What theoretical reflections on chance can we extrapolate from Caillois’s descriptions of stones? The first question is whether these intriguing patterns on the stones are due to chance. If chance denotes meaningless coincidence and the absence of any principle in the workings of nature, then Caillois’s answer is emphatically no. As Marguerite Yourcenar says (in Caillois 2008, p. 27) in her prologue to Caillois’s Œuvres: “Les pierres, comme nous, sont situées a l’entrecroisement […] d’un nœud de forces trop imprévisibles pour être mesurables, et que we désignons gauchement du nom de chance, de hasard, ou de fatalité” (“Stones are situated at the intersection […] of a node of forces that are too unpredictable to be measurable, which we awkwardly designate as fortune, chance, or fate”). Caillois refuses (2008, p. 487) to use “chance” in such a convenient and vague way: “Invoquer une coïncidence n’est jamais qu’un pis-aller, sinon un aveu d’impuissance” (“Claiming it is a coincidence is always the last resort, if not a sign of weakness”). Repeatedly, he stresses that stones’ images are not random but the material manifestation of a natural principle such as mimetism or a “formula of monstrosity” (Caillois, 1970, p. 88) inherent in the world. In his conclusion to Pierres, he (2008, p. 1084) mentions “un principe régulateur” (“a regulating principle”) that is primordial, resulting in that “quelque chose sorti du chaos enfin se répète et se reflète. La nature cesse d’être la fruste qu’elle était d’abord” (“something which finally emerged from chaos repeats and reflects itself. Nature ceases to be the messiness that it was at first”). Stones bear the imprint of this necessary transition from formlessness to form. There is nothing accidental about their shapes and patterns.

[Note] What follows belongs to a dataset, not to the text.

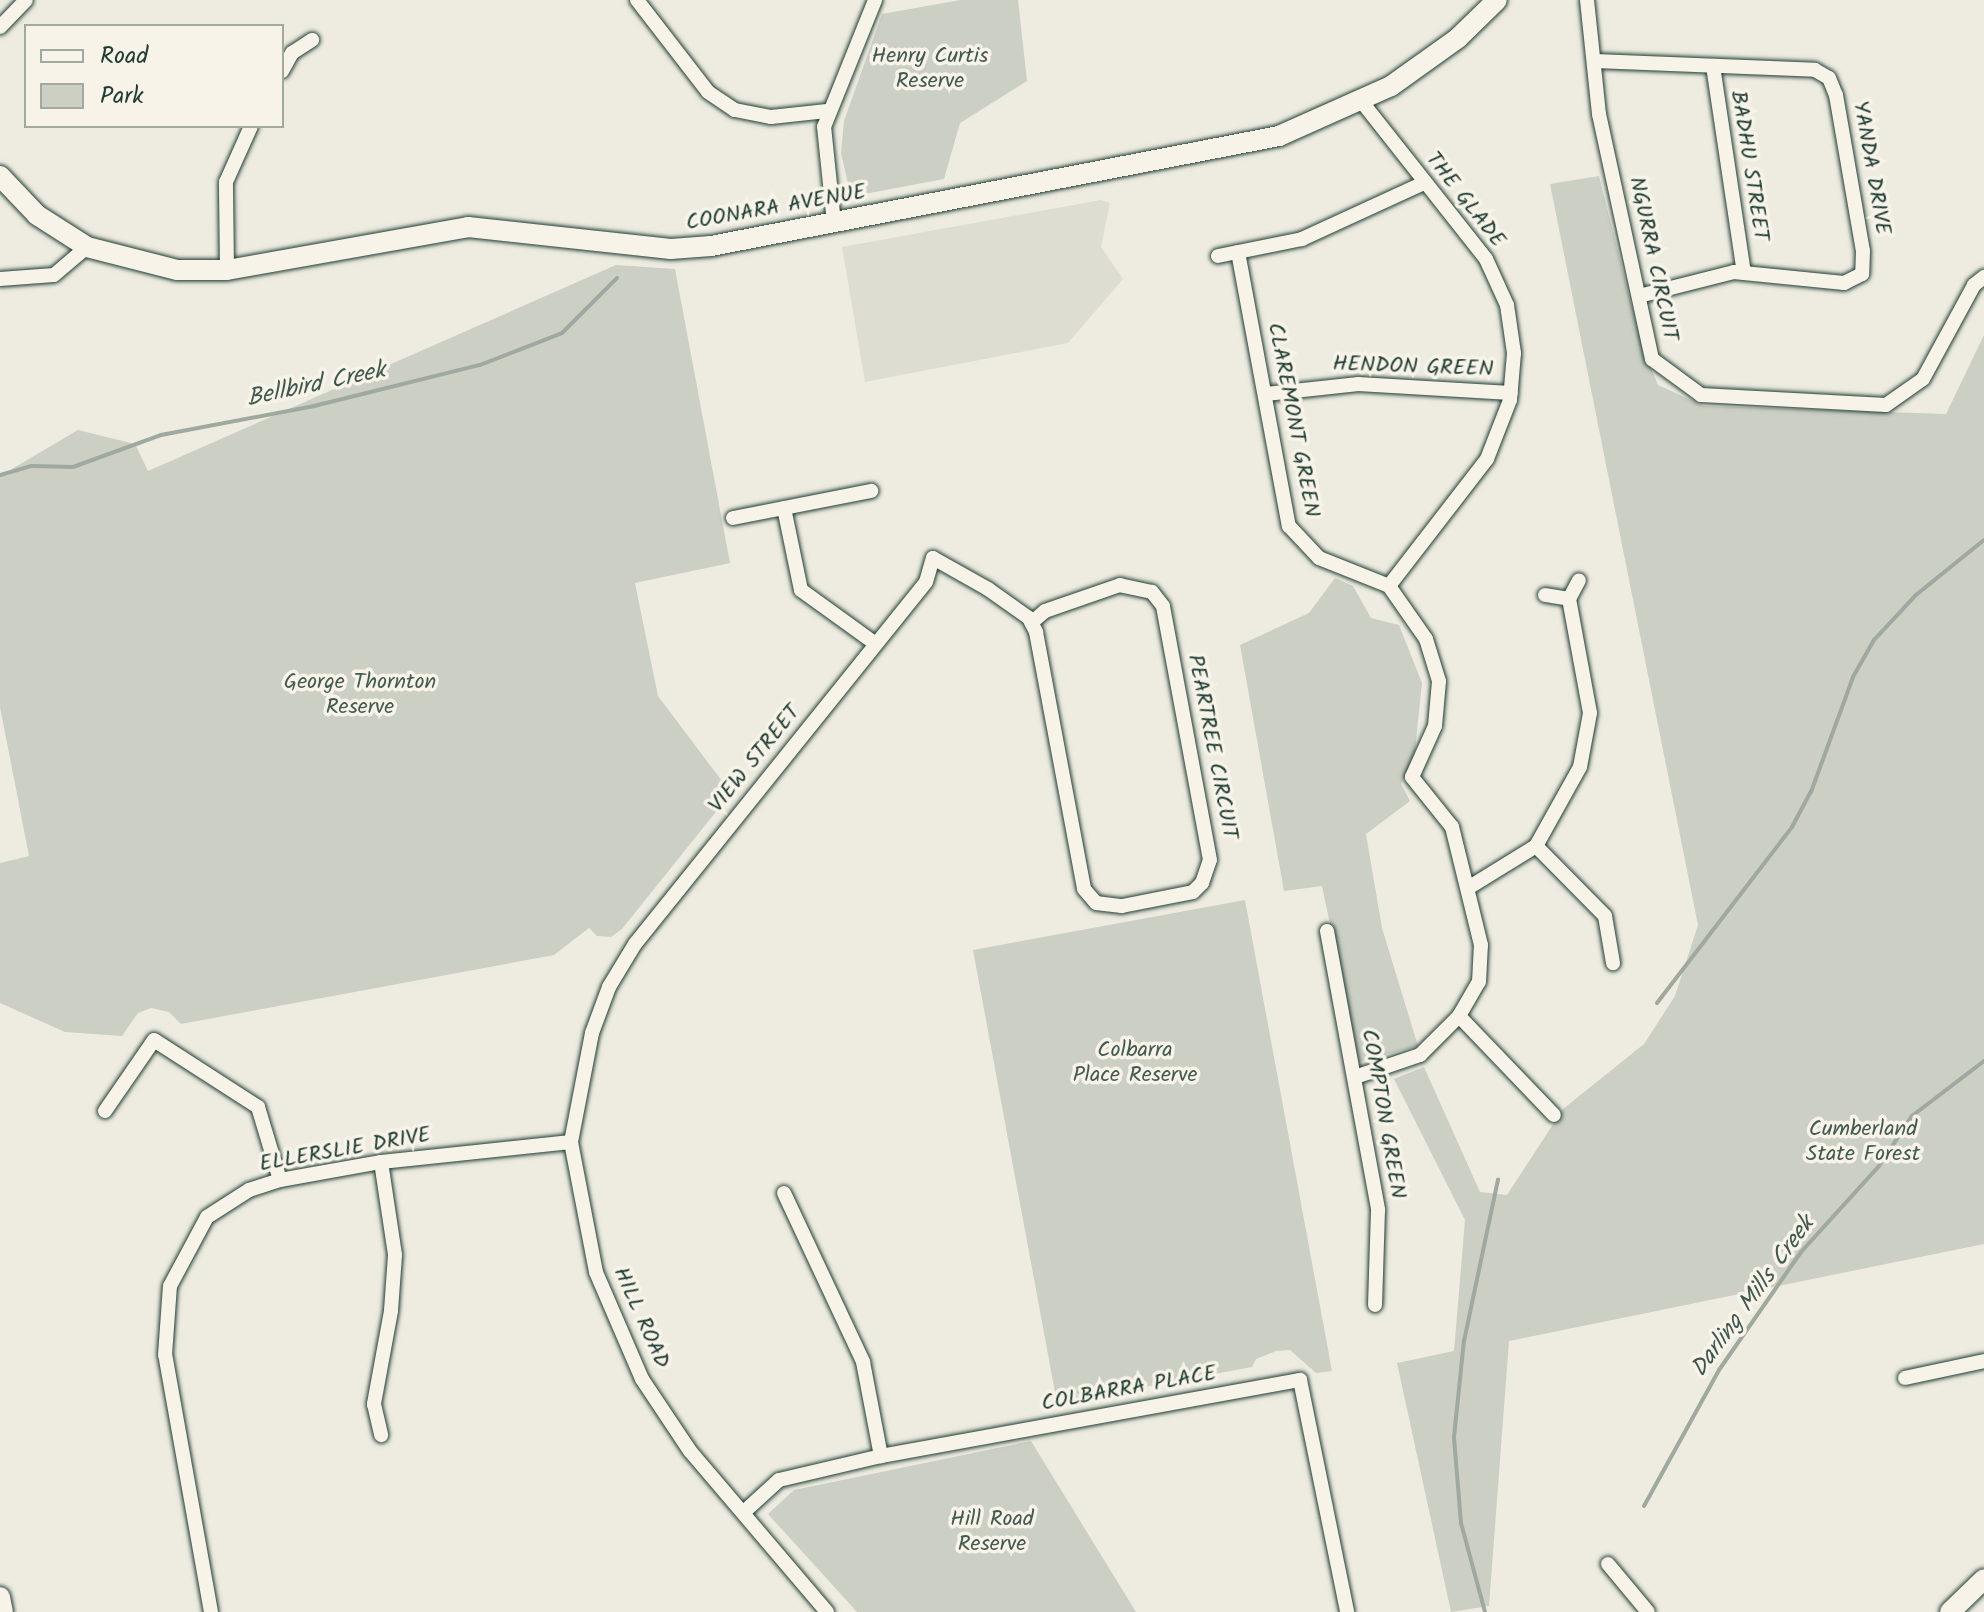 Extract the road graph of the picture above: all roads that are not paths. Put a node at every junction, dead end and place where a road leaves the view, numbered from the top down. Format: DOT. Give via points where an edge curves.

Caillois does not, however, eliminate chance altogether from his cosmological vision of stones. This is shown, firstly, in his recognition of wide individual variations among stones; and secondly, by his remarks in Pierres réfléchies (2018, p. 153) on accidents that “wound” stones. Here, Caillois offers possibilities of theorising chance other than meaningless randomness. Specifically, he compares (2008, p. 1083) a stone’s “dessin” (“drawing”) to “le profil changeant des flammes” (“the changing contour of flames”) and considers it “l’imprévisible résultat d’un jeu de pressions inexpiables et de températures” (“the unpredictable result of a play of implacable pressures and temperatures”). That a fundamental cosmic principle exists does not mean all forms of materiality are homogeneous. Room must be left for particular lines, nuances of colour, and textures on individual stones, for no two stones are the same. Caillois visualises (2008, pp. 1084-85) the world as a “dragonnier bifide” (“bifurcated dragon tree”) ramifying into numerous branches and paths that, according to his theory of mimetism, echo each other in a “univers de miroirs” (“universe of mirrors”). The singular patterns of each stone are results of these infinite possible paths. Stones’ patterns parallel “radiolarian” seashells; “le peintre qui hésite à placer la touche juste” (“the painter who hesitates to make the appropriate brushstroke”); and “le poète […] qui trouv[e] le mot exact” (“the poet […] who finds the right word”) (ibid.). Capricious exceptions exist within a system of overall coherence, which partly explains why the cosmic principle manifests in this particular form on one specific stone. Here, chance may be understood as the possibilities of nature’s “embranchement” (“ramification”) that has no fixed number, which construct a(n) “labyrinthe infini” (“infinite labyrinth”) that cannot be fully predicted (2008, p. 1084). Nature’s unpredictability is affirmed by Caillois (1970, p. 21) when he uses the term lusus naturae (“sport of nature”) to describe eccentrically-shaped stones, for lusus means “amusement” and “play,” which suggests that chance is a playful force in “l’immense engrenage” (“the huge apparatus”) (Caillois 2008, p. 558) of nature that spontaneously generates infinite possible deviations.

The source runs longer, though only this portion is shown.